Under the plan approved on October 10, pension-related spending would rise steeply to 142 billion lei ($35 billion) by 2022, from about 62 billion lei this year.
The aim of the overhaul is to eliminate discrepancies that have built up between various beneficiaries of the state pension system.
The average state pension in Romania is among the lowest in Europe, at about 1,100 lei ($272) a month.
Labor Minister Olguta Vasilescu told reporters in Budapest that under the plan, after 2022 all state pensions would increase with inflation plus 50 percent of the real growth in average wages.
The Social Democrat government has a comfortable majority in parliament, where the pension plan goes next for debate and approval.

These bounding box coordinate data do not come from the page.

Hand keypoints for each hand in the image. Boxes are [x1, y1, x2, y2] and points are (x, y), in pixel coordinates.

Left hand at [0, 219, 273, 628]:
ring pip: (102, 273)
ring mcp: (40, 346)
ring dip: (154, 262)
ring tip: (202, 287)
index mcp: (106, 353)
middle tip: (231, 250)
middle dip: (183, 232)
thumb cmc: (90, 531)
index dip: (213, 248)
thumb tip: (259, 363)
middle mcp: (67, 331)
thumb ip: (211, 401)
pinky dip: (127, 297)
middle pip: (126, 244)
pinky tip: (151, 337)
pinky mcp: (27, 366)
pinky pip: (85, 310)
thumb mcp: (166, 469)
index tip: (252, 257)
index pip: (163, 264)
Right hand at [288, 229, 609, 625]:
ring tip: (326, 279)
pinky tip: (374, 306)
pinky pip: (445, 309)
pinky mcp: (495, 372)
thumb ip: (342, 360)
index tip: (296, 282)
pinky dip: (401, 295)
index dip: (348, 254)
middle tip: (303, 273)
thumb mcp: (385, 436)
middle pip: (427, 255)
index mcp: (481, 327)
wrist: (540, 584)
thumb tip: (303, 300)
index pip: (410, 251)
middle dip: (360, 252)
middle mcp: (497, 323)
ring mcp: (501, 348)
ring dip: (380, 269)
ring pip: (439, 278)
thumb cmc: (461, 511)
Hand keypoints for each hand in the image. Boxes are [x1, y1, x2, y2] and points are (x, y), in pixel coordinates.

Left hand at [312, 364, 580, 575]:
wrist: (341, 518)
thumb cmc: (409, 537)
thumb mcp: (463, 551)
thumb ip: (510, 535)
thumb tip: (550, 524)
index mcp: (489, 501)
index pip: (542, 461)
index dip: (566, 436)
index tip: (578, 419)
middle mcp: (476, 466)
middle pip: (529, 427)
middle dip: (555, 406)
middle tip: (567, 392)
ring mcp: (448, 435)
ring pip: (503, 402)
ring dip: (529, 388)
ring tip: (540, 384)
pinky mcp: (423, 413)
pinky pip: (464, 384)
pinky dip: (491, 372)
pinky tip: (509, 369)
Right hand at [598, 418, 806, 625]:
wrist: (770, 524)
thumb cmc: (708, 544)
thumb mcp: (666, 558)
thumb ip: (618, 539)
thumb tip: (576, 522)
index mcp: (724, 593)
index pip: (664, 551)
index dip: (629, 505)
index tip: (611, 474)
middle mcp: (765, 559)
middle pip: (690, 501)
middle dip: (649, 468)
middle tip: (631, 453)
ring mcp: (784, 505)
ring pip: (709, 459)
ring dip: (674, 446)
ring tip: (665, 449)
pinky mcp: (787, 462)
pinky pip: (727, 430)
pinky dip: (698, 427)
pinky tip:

"We won't enforce any cuts in exchange, nor introduce new taxes to support this plan," Vasilescu said, asserting that brisk economic growth will suffice to raise the social-security revenues needed to finance the plan.
Romania's economy achieved a record growth rate of 6.9 percent in 2017, driven by household spending that was fueled by rising wages and tax cuts.
The government projects 5.5 percent growth this year, followed by 5.7 percent in 2019.
But economists said those projections may be optimistic. On October 9, the International Monetary Fund revised its forecast for Romanian growth down to 4 percent from 5.1 percent this year, and down to 3.4 percent in 2019.
The government is targeting a consolidated budget deficit of just under 3 percent of economic output -- the European Union's ceiling -- this year.